**Goal of the exercise:** Line by line, please look for the word "dead" in the following records, then copy each line you find it in.

**Supplied data:**

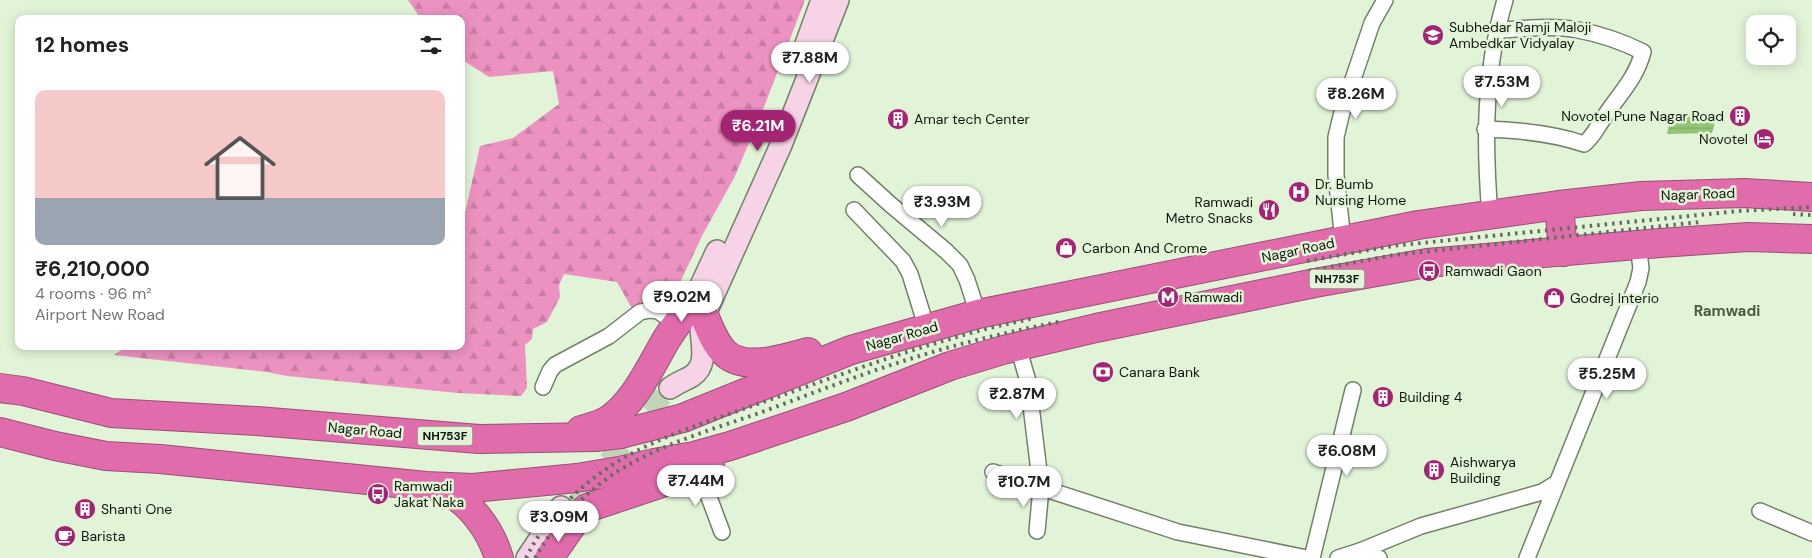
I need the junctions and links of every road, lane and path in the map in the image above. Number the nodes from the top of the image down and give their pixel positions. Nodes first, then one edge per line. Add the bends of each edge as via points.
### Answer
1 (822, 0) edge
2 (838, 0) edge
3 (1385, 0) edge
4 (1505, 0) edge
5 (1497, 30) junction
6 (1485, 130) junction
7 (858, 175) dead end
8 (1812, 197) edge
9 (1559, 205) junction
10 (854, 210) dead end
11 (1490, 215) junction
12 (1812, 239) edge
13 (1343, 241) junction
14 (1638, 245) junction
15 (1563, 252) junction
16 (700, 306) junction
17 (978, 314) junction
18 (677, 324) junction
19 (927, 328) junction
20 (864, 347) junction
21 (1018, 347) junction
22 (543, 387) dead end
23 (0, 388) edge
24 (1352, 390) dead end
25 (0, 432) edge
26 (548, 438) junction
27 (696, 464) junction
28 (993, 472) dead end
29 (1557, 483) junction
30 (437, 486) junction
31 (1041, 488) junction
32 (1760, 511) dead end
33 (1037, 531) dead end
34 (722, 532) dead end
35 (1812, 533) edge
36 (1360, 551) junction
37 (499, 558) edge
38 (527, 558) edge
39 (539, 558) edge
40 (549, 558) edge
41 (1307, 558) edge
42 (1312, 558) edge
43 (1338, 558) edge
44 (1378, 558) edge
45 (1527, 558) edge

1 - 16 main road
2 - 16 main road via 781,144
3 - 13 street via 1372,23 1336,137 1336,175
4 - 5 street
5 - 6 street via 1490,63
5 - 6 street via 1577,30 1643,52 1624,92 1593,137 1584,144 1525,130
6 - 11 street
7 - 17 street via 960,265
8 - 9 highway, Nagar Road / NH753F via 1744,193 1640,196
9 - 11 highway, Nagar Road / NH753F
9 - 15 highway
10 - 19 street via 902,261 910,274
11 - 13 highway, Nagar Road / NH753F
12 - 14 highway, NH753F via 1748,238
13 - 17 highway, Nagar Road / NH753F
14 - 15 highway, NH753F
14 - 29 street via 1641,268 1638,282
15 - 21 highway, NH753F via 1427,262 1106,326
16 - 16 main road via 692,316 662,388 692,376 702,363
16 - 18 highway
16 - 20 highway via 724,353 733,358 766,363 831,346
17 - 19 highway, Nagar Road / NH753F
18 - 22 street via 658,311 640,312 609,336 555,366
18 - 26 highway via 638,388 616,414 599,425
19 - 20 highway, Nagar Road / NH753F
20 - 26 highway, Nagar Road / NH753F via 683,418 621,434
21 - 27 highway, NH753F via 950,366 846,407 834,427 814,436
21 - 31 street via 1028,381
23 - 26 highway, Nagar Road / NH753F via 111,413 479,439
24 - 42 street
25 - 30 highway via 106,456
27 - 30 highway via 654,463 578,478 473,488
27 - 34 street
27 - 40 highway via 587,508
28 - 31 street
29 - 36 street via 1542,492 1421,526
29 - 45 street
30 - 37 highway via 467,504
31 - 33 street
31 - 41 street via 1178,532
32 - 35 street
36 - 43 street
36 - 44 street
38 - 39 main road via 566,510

**Task output:**
7 (858, 175) dead end
10 (854, 210) dead end
22 (543, 387) dead end
24 (1352, 390) dead end
28 (993, 472) dead end
32 (1760, 511) dead end
33 (1037, 531) dead end
34 (722, 532) dead end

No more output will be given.